◆ **PROBLEM**: In the records below, how many lines hold the word "main"? Give only the number.

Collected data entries
--------------------------------

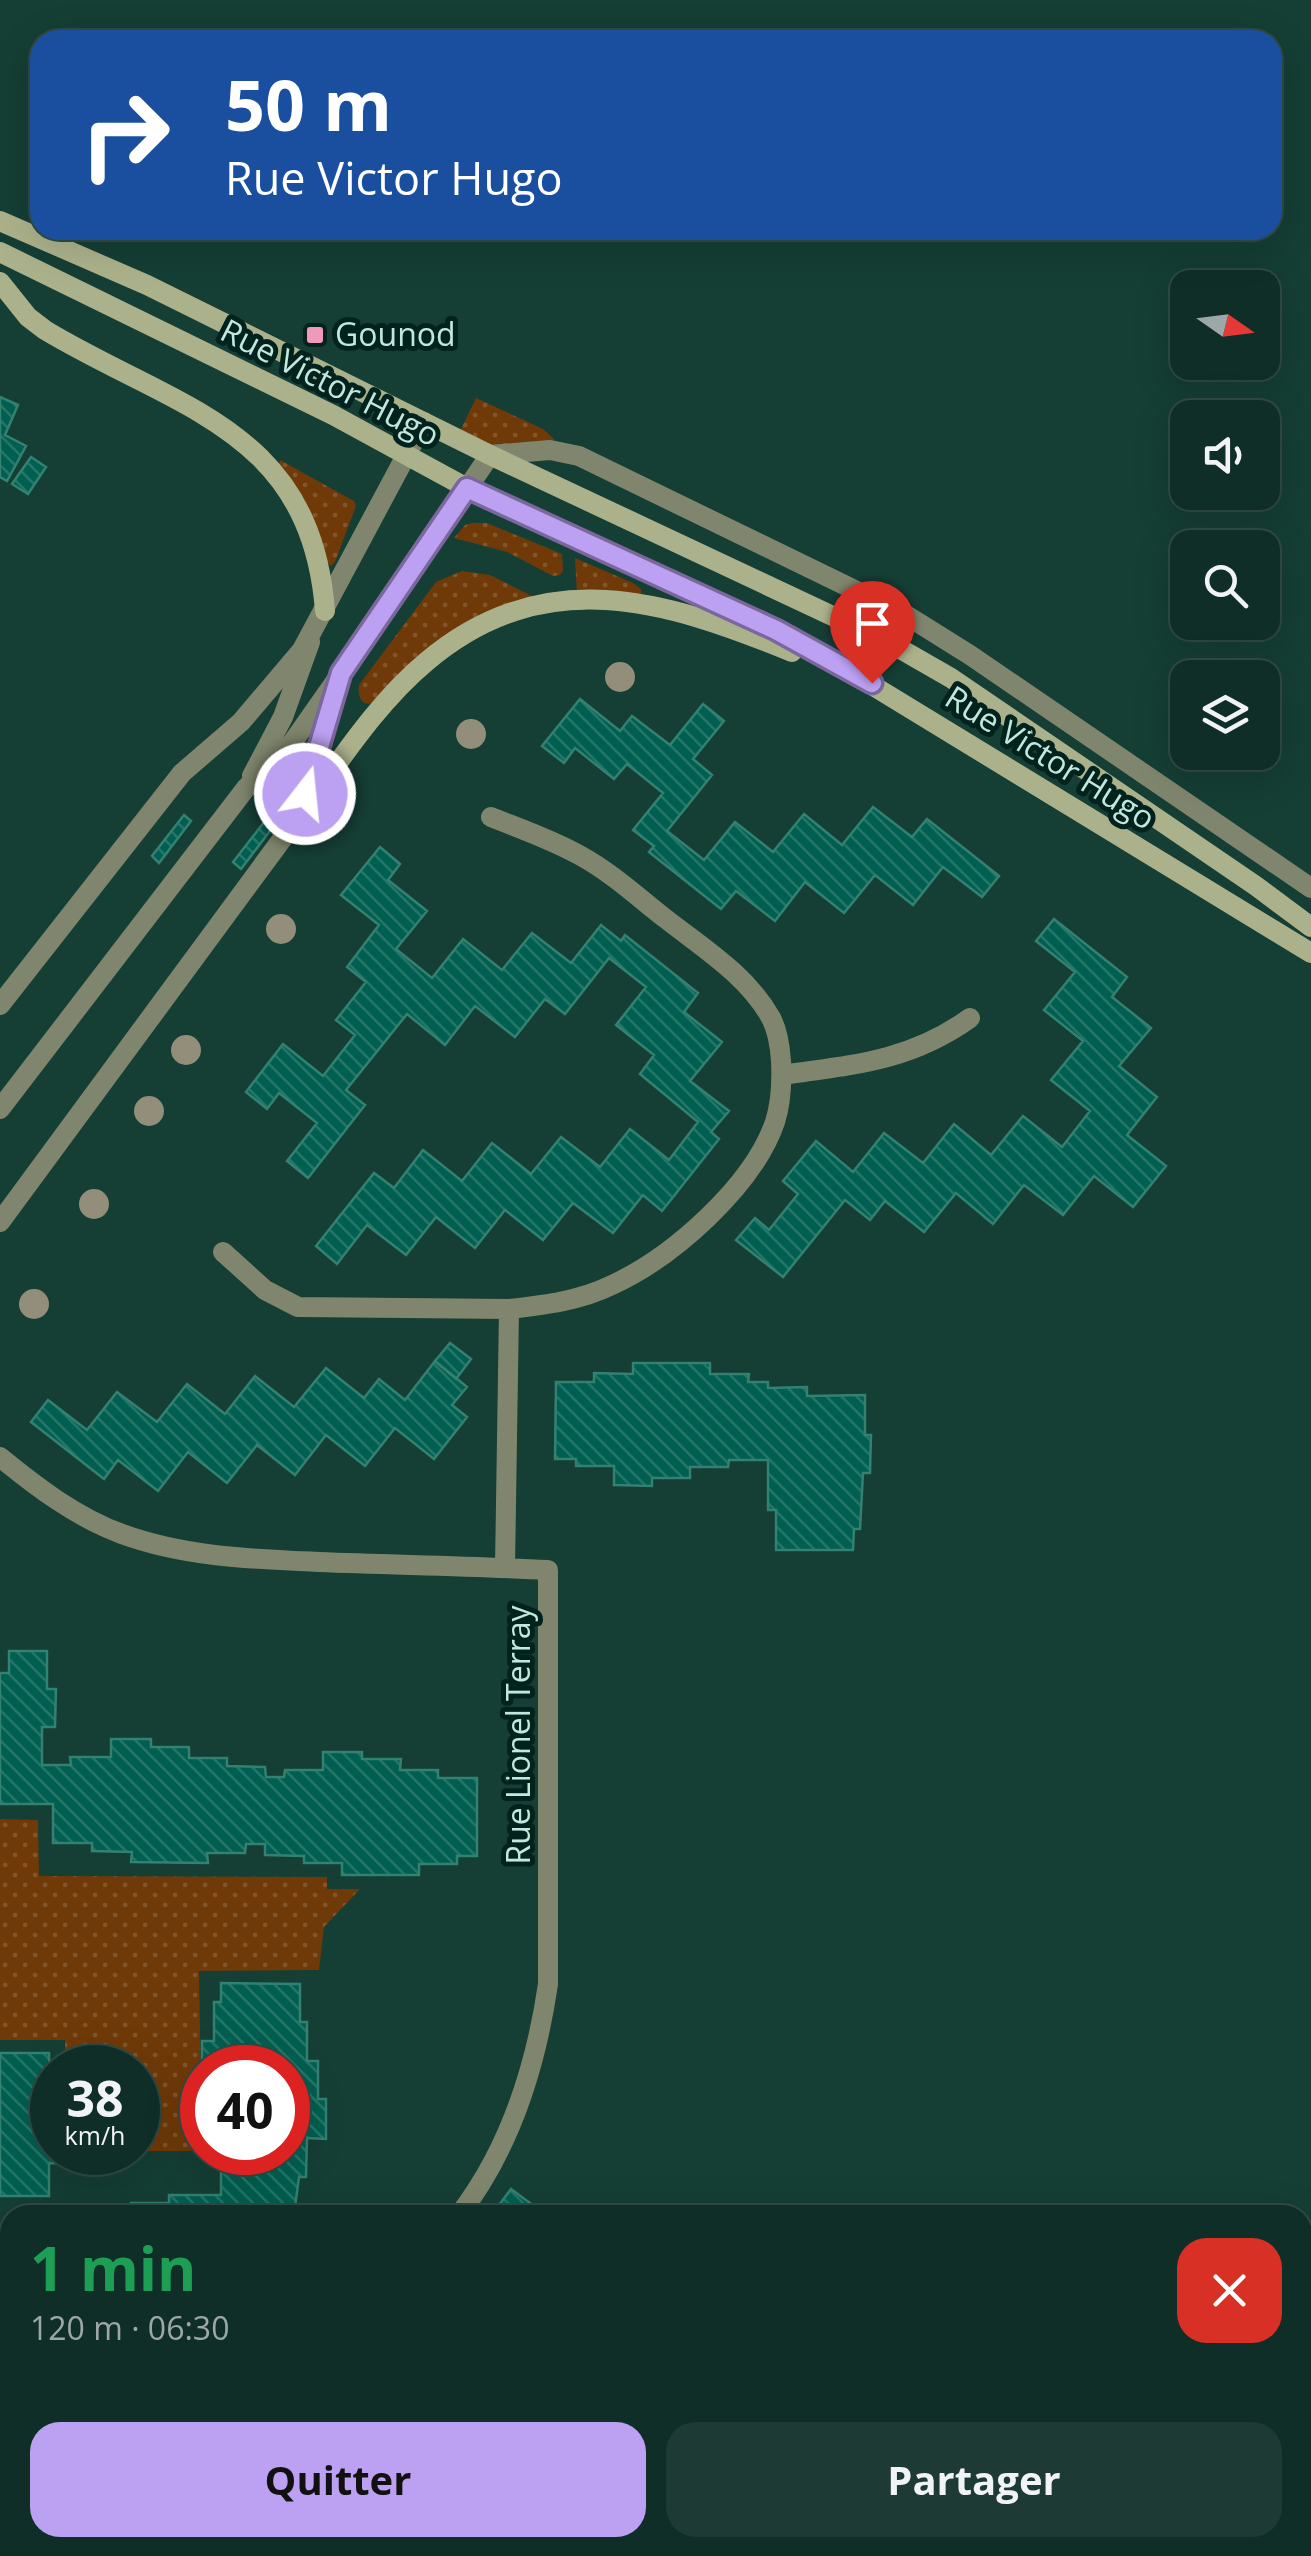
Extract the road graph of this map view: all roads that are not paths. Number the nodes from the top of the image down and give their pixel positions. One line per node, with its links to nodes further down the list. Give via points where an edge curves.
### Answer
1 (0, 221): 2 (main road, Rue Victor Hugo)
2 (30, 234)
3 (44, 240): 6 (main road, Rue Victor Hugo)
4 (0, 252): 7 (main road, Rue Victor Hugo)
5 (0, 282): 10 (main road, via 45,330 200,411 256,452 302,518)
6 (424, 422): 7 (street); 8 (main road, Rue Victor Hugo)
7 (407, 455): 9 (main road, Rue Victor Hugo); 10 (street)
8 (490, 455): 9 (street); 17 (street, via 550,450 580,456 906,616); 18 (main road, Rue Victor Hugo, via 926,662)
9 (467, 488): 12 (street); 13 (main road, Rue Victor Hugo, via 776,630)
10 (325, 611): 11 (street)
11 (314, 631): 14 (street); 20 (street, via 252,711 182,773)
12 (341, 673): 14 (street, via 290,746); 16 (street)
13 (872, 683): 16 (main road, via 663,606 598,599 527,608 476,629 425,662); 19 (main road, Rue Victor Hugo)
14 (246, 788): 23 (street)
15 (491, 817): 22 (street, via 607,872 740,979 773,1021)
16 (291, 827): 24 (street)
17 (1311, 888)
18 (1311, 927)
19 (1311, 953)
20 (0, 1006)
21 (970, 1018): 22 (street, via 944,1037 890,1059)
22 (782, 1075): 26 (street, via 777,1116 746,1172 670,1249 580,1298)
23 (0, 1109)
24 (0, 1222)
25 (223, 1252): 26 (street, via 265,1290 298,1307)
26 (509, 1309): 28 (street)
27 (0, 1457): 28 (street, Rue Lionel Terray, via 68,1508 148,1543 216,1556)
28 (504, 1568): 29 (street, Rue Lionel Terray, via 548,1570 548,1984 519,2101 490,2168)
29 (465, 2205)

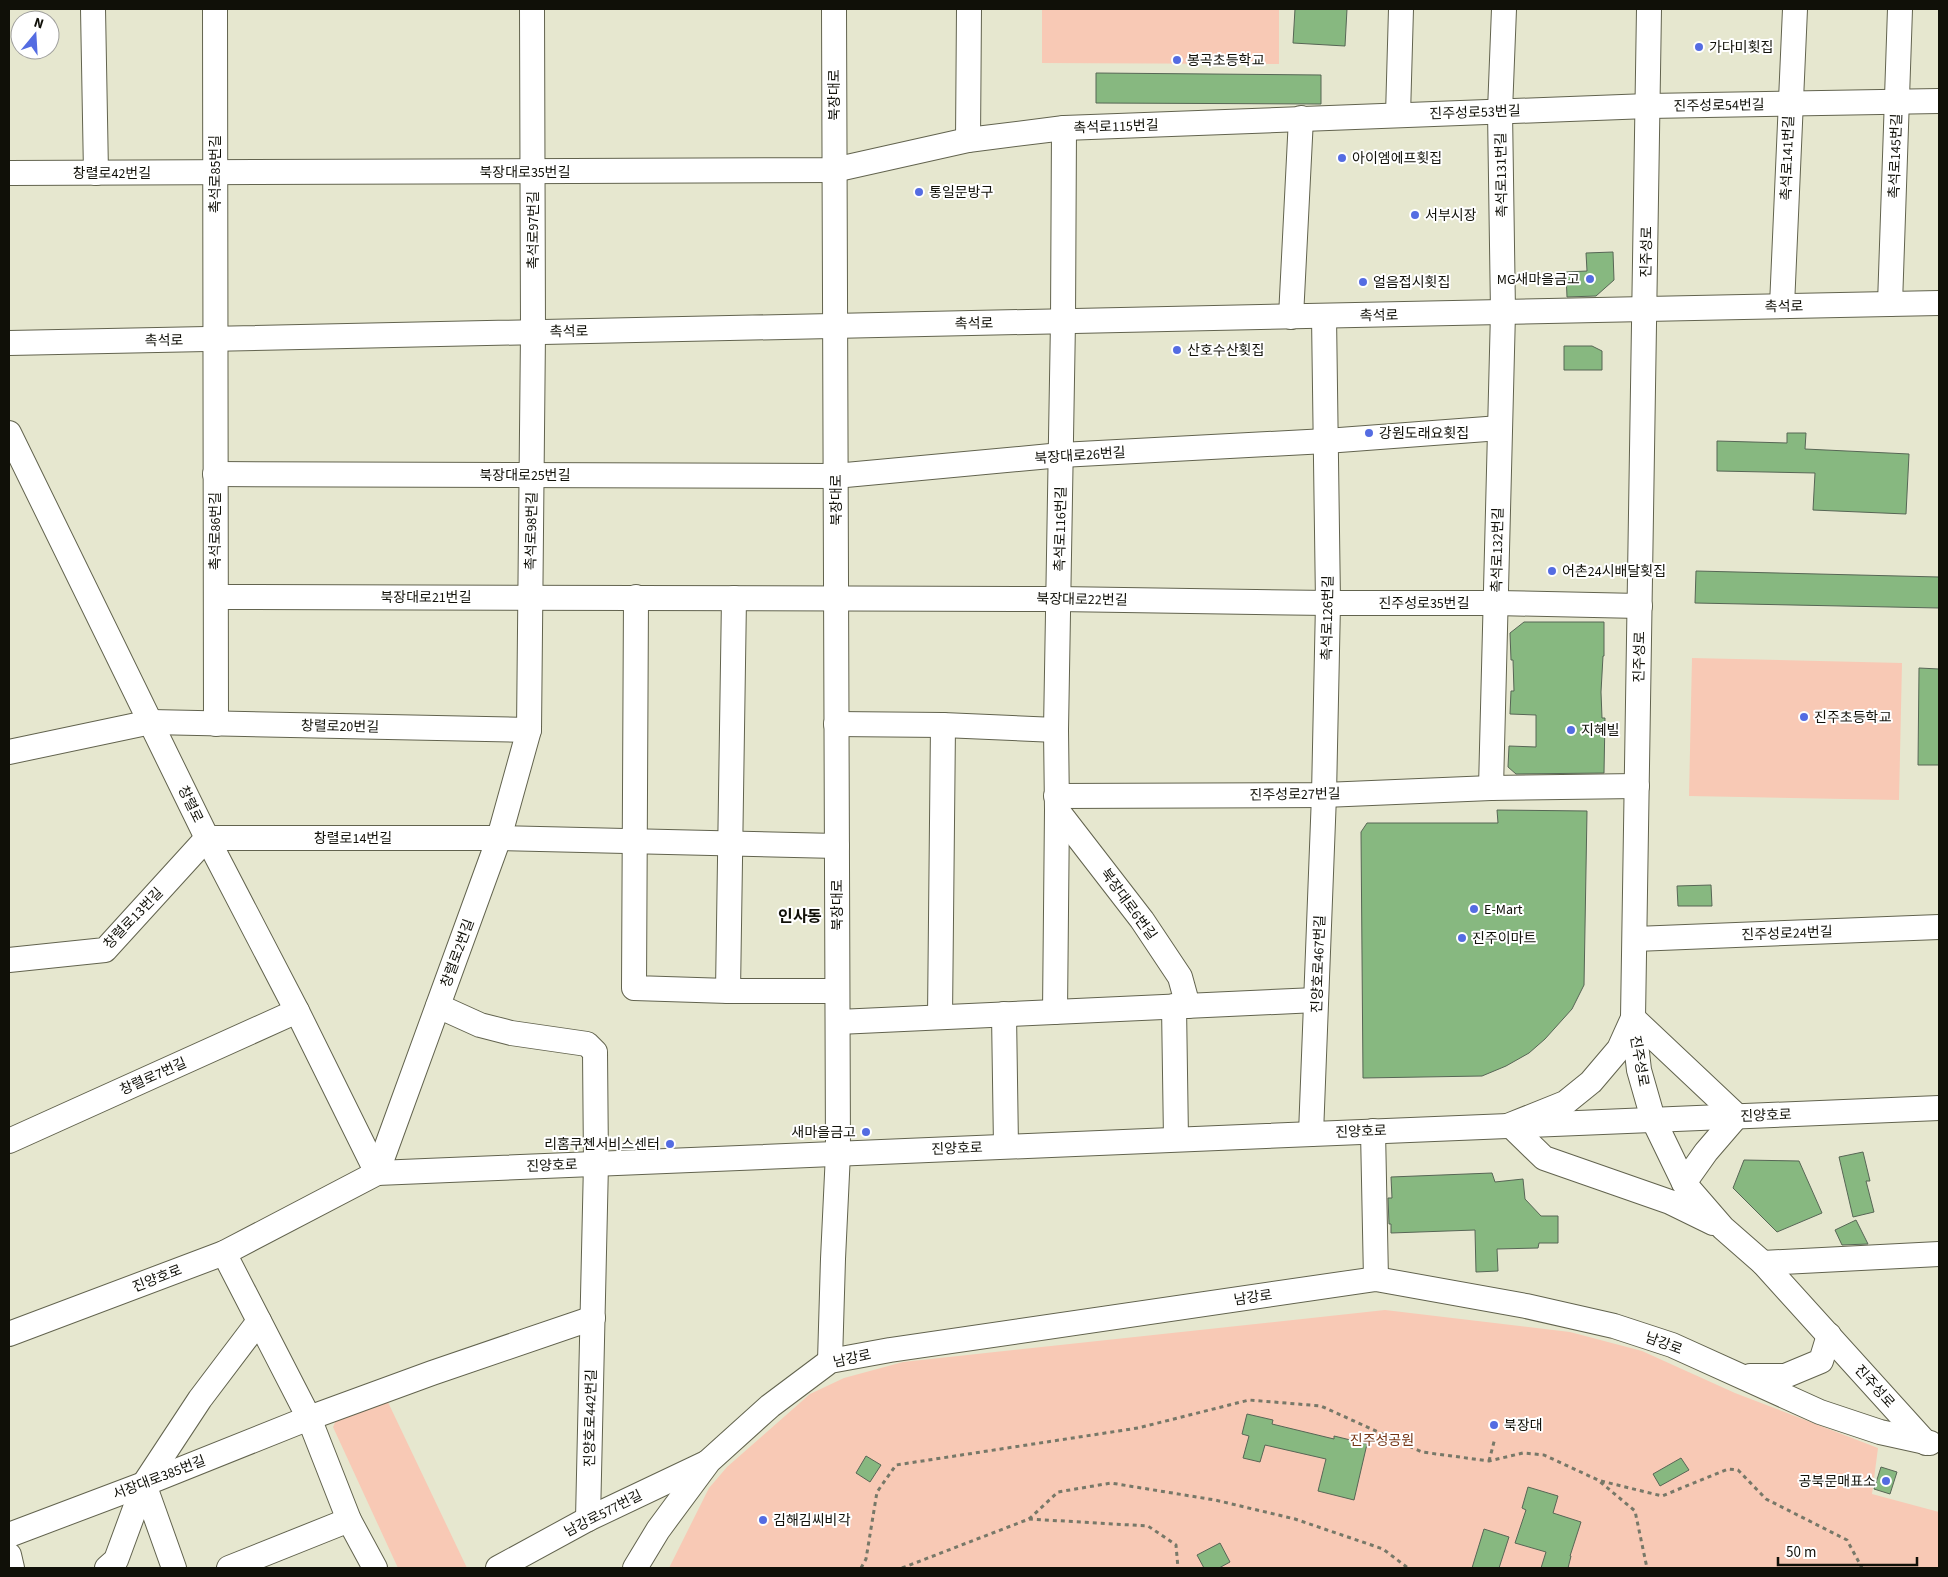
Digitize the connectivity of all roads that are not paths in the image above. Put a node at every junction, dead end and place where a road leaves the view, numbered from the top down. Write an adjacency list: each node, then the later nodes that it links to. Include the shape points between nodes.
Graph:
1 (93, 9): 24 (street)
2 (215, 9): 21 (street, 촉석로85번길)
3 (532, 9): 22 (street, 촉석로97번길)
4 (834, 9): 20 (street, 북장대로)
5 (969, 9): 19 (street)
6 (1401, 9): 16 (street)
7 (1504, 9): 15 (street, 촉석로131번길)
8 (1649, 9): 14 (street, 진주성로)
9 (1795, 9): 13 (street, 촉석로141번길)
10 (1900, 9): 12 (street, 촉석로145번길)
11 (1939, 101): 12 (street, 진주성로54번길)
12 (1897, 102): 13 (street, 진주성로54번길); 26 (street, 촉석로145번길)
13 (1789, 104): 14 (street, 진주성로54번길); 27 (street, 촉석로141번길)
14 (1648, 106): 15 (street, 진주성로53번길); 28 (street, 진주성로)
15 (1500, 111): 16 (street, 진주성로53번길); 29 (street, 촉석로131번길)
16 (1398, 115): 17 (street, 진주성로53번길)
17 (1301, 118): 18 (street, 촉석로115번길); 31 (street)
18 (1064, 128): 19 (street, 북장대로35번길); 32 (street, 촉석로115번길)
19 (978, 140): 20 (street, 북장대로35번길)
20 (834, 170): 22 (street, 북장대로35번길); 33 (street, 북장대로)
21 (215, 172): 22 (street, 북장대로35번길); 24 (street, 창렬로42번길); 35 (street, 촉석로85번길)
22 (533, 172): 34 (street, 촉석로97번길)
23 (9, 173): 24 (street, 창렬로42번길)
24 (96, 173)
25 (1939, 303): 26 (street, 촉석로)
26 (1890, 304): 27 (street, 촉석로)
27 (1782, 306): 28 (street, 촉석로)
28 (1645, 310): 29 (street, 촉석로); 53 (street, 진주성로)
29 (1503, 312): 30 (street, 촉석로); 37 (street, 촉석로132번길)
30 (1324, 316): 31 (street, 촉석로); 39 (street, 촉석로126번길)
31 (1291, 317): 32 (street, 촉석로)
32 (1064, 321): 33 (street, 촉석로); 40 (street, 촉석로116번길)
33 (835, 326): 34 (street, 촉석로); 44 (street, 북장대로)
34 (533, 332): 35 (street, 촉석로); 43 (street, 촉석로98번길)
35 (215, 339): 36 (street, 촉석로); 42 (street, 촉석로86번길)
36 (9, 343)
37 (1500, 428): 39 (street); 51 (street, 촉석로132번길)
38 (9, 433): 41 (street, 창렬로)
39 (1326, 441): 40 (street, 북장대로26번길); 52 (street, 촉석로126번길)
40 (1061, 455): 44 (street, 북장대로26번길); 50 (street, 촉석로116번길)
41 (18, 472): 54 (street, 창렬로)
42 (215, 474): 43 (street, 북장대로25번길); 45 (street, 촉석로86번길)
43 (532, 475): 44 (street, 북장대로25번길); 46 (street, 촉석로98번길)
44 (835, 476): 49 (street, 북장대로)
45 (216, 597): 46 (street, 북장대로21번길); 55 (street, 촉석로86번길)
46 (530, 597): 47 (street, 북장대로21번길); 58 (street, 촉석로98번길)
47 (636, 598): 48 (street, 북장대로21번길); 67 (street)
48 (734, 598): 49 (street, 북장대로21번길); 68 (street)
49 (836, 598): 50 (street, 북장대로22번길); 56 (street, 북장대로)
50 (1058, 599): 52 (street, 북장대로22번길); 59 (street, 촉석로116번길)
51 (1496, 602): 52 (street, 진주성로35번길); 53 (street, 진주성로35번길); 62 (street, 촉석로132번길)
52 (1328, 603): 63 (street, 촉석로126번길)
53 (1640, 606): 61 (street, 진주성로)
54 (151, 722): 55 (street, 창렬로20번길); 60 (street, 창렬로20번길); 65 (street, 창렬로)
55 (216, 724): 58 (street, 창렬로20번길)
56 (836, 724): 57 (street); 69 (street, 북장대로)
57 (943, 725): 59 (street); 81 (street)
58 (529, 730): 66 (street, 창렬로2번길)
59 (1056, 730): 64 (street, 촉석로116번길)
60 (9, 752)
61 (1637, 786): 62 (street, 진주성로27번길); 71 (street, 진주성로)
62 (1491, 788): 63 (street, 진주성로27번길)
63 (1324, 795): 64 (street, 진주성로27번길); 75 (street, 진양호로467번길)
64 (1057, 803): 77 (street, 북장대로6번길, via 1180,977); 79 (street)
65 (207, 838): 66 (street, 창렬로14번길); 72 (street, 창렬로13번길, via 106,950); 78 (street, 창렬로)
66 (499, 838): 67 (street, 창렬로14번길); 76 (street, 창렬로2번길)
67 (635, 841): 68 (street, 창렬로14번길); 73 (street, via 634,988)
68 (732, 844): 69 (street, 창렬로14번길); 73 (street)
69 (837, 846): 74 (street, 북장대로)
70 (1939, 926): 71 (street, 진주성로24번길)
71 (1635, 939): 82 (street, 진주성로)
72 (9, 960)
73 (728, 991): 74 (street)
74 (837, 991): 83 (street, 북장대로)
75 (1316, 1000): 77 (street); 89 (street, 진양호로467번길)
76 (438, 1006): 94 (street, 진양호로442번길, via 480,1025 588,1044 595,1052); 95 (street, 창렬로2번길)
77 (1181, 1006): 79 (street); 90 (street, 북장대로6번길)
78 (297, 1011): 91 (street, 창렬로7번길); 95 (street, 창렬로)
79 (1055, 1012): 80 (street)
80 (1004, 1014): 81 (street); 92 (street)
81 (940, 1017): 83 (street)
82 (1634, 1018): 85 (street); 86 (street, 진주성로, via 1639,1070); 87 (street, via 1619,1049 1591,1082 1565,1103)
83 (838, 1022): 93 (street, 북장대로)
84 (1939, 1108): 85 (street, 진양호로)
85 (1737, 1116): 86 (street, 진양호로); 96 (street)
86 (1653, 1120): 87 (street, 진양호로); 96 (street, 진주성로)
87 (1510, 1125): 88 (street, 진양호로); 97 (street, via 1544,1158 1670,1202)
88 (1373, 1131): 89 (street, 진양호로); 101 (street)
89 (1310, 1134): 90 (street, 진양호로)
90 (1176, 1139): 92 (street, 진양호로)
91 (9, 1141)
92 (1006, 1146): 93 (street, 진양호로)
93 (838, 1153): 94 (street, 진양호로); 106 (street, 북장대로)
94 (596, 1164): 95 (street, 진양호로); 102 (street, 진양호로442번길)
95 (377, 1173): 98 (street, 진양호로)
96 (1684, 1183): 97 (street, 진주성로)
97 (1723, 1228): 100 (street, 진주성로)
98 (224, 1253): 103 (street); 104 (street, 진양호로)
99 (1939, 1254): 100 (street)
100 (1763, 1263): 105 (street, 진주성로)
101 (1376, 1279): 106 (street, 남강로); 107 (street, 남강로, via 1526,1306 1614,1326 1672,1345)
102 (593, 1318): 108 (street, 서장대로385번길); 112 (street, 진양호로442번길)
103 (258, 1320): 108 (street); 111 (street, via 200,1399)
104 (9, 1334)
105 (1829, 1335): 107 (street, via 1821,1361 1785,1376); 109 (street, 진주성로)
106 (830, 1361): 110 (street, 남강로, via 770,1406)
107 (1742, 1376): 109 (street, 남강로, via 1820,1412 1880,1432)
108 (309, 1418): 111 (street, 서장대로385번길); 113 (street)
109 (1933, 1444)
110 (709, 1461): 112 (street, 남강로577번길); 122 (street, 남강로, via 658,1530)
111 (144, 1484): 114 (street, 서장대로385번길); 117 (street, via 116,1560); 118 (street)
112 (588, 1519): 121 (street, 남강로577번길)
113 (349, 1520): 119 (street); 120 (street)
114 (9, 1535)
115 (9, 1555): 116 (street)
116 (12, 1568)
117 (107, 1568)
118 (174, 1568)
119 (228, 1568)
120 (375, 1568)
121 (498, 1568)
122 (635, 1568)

--------------------------------

◆ **OUTPUT OF THE EXERCISE**: 9